これはもう他人事じゃなくて、みんな間近に自分の家族含めてそういうことが起こり得るんで、行政としても東京都としてもさらにもっとネットワークをよくするような手がないか、引き続き検討させて、努力するようにいたします。
【記者】テレビ東京の石井です。関連なんですが、今、医療・介護法案が、もう間もなく成立という形になっておりまして、認知症の要支援1の人の市町村移行で認知症の早期予防がなされなくなるんじゃないかという懸念がかなりあると思うんですが、これについて、知事のお考えと東京都が何か対策とかを考えていらっしゃるのか、教えてください。

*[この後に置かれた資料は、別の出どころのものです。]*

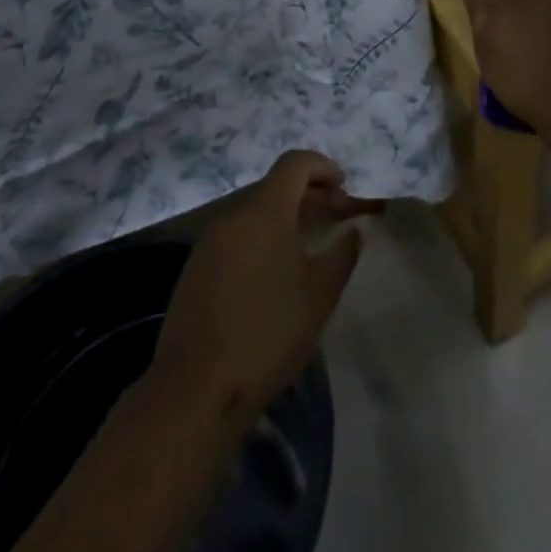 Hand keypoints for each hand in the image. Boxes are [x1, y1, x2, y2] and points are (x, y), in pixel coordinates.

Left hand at [152, 151, 382, 433]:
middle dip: (309, 194)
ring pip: (255, 210)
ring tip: (310, 244)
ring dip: (285, 216)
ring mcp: (210, 239)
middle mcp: (234, 214)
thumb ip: (342, 254)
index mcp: (265, 210)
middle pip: (275, 185)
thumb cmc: (267, 334)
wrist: (196, 388)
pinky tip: (275, 270)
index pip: (295, 163)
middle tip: (337, 217)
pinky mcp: (197, 265)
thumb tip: (354, 229)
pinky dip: (262, 235)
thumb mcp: (319, 296)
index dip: (323, 167)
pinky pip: (237, 233)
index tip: (344, 188) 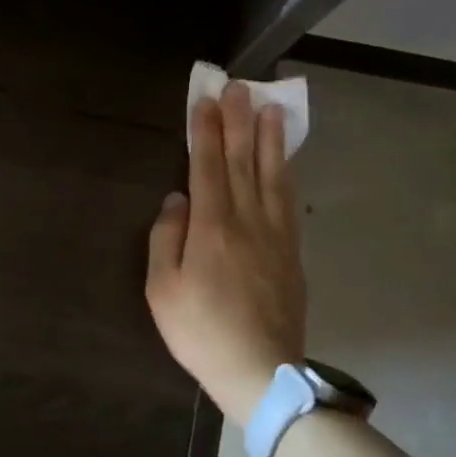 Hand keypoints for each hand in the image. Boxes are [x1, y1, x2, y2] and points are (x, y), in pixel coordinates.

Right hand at [145, 82, 306, 424]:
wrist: (260, 370)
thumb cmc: (201, 331)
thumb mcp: (163, 290)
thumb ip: (167, 238)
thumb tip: (177, 198)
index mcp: (211, 227)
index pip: (208, 167)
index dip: (206, 132)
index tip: (206, 101)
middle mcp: (246, 220)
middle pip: (243, 161)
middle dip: (238, 122)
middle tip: (239, 87)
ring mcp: (274, 235)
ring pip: (272, 176)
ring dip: (270, 139)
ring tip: (270, 108)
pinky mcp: (292, 252)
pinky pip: (289, 202)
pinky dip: (287, 174)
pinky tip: (286, 162) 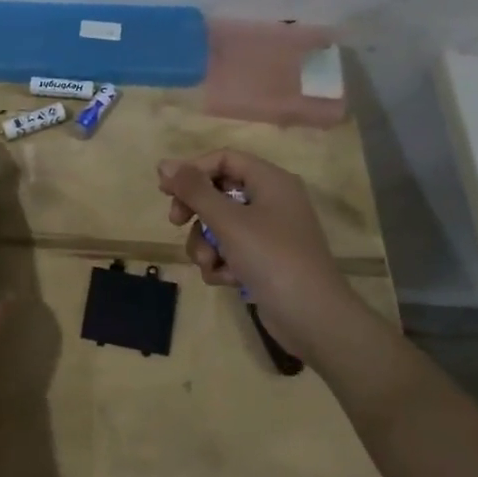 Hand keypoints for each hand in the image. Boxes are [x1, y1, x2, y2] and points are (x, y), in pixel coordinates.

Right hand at [157, 150, 361, 359]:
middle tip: (177, 223)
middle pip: (219, 192)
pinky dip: (223, 263)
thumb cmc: (271, 258)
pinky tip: (226, 280)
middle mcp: (272, 201)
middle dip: (196, 211)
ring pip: (221, 225)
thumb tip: (164, 164)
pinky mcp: (266, 260)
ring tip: (210, 264)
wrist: (313, 318)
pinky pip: (232, 250)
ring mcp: (270, 232)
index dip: (192, 171)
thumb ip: (194, 190)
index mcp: (270, 181)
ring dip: (206, 244)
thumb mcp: (228, 220)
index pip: (223, 159)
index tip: (166, 190) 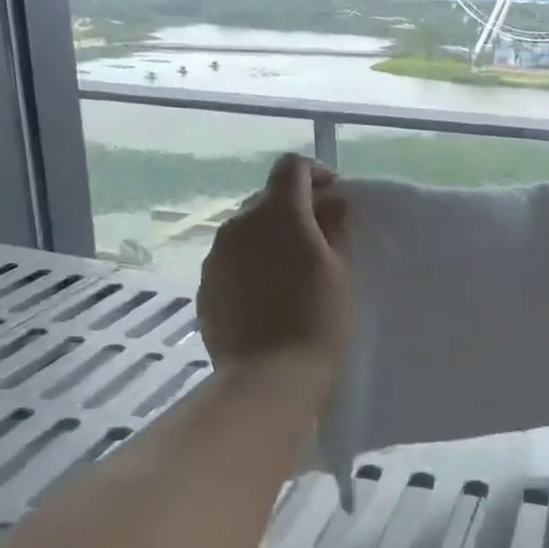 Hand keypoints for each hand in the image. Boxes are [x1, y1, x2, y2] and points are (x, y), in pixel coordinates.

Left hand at [197, 154, 354, 405]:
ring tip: (295, 270)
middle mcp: (239, 224)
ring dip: (272, 238)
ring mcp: (216, 256)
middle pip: (267, 198)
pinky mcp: (206, 287)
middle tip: (323, 237)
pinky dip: (253, 264)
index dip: (317, 174)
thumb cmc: (319, 320)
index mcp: (277, 213)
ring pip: (247, 231)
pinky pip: (233, 261)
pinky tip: (271, 295)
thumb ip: (335, 228)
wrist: (269, 379)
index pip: (292, 168)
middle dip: (296, 208)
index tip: (336, 198)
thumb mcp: (342, 271)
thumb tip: (331, 203) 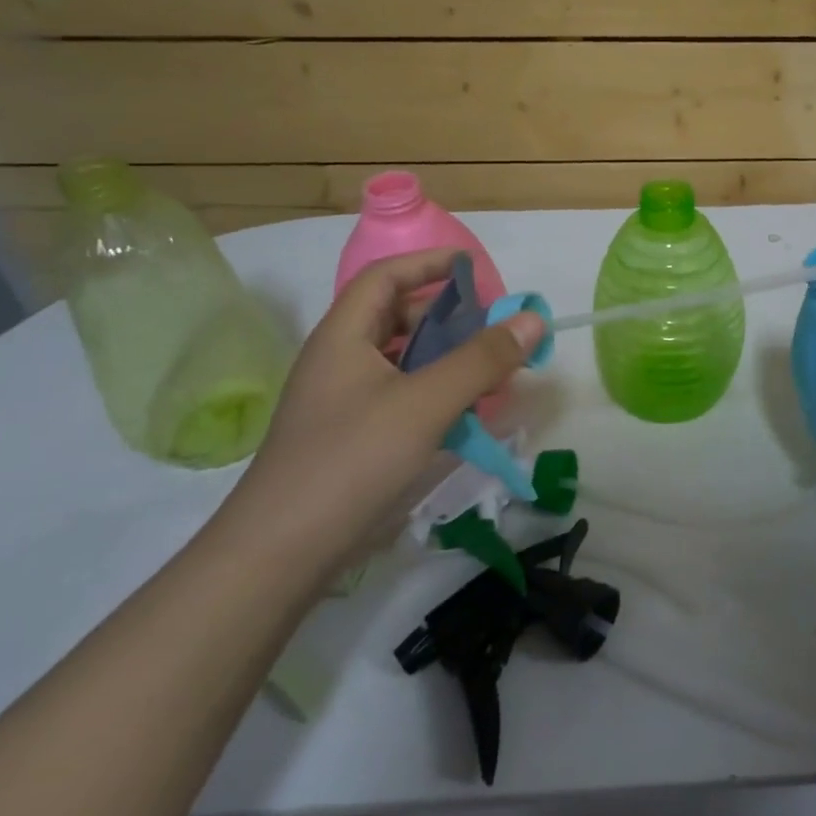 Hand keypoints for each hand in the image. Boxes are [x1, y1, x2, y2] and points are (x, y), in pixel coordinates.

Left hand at [222, 249, 544, 574]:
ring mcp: (344, 402)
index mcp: (344, 337)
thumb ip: (482, 360)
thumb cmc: (352, 461)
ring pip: (403, 362)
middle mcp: (340, 361)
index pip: (386, 277)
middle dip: (449, 318)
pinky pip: (402, 398)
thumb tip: (533, 320)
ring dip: (447, 360)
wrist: (282, 552)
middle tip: (495, 330)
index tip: (475, 269)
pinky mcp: (353, 438)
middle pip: (396, 319)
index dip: (429, 264)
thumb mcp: (425, 403)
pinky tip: (464, 417)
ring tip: (490, 373)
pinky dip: (436, 396) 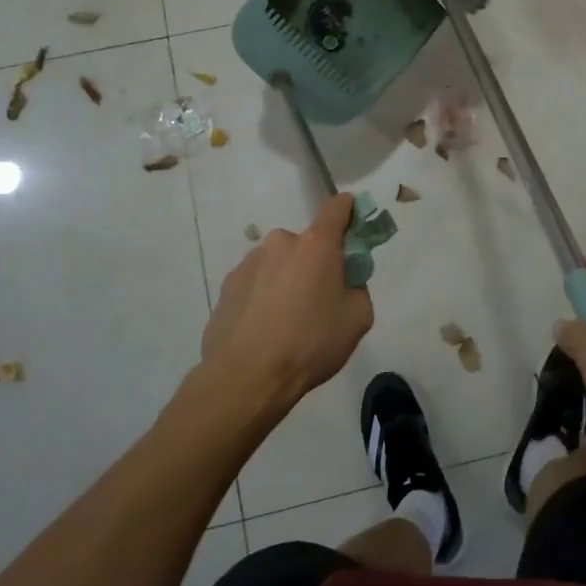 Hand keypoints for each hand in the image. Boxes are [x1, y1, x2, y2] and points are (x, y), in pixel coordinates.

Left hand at [198, 193, 373, 402]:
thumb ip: (357, 286)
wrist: (246, 377)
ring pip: (279, 264)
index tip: (355, 226)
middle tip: (319, 301)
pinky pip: (256, 283)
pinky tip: (264, 330)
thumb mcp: (358, 318)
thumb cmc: (310, 343)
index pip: (337, 207)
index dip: (350, 211)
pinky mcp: (227, 285)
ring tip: (286, 323)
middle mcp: (280, 243)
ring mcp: (249, 263)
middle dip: (315, 264)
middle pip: (307, 244)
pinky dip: (264, 298)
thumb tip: (344, 280)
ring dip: (287, 281)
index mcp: (316, 245)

【知事】医療も介護もできるだけケアをしてあげたいんですけども、要するにお金が天から降ってくるわけじゃなくて、やっぱり財源の問題。財源っていうのは皆さんが払ってくれる税金ですから、それをどう有効に使うかということでナショナルサービスとしての介護保険なんですけれども、非常に軽度の要支援の方は、地域の包括サービスで地域で面倒見たほうがいいんじゃないか、より効率的じゃないかという、そういう結論が厚労省の審議会で厚労省の方針で出て、それはご批判なさる方もおられるけど、それはそれで1つの考え方だと思います。あとは、介護される方、介護する家族の立場から見て、制度がどうであれ誰が主体であれ、一番良い介護をされることが必要なんで。やはり今の軽度の認知症の方をどちらが見るかっていう問題を置いてですね、地域全体で包括的なケアをするシステム、動いていかないと。特に東京なんかは特養が足りないっていう状況は、もう一生懸命努力してますけどもなかなか追いつきません。だから、制度が変わったから要支援の方が行かないというのではなくて、それはやっぱり、東京都もそこはきちんとやっていって。だから、そういう国の方針だから、東京は何もしないよともう介護保険の対象外で、そんな人を見ないよというんじゃなくて。やはりきめ細かくケアしていって、要介護度が2から3、3から4に進めば進むほど、財政負担は、つまり国民のみんなの税負担は重くなるわけですから、早期に発見して早期にチェックする。先ほど出したようなチェックリストをつくっているっていうのも、そういう予防対策の一環だと思っていただければいいんで、決してそういう新しい法律が通ったから東京都が手を抜くということはありません。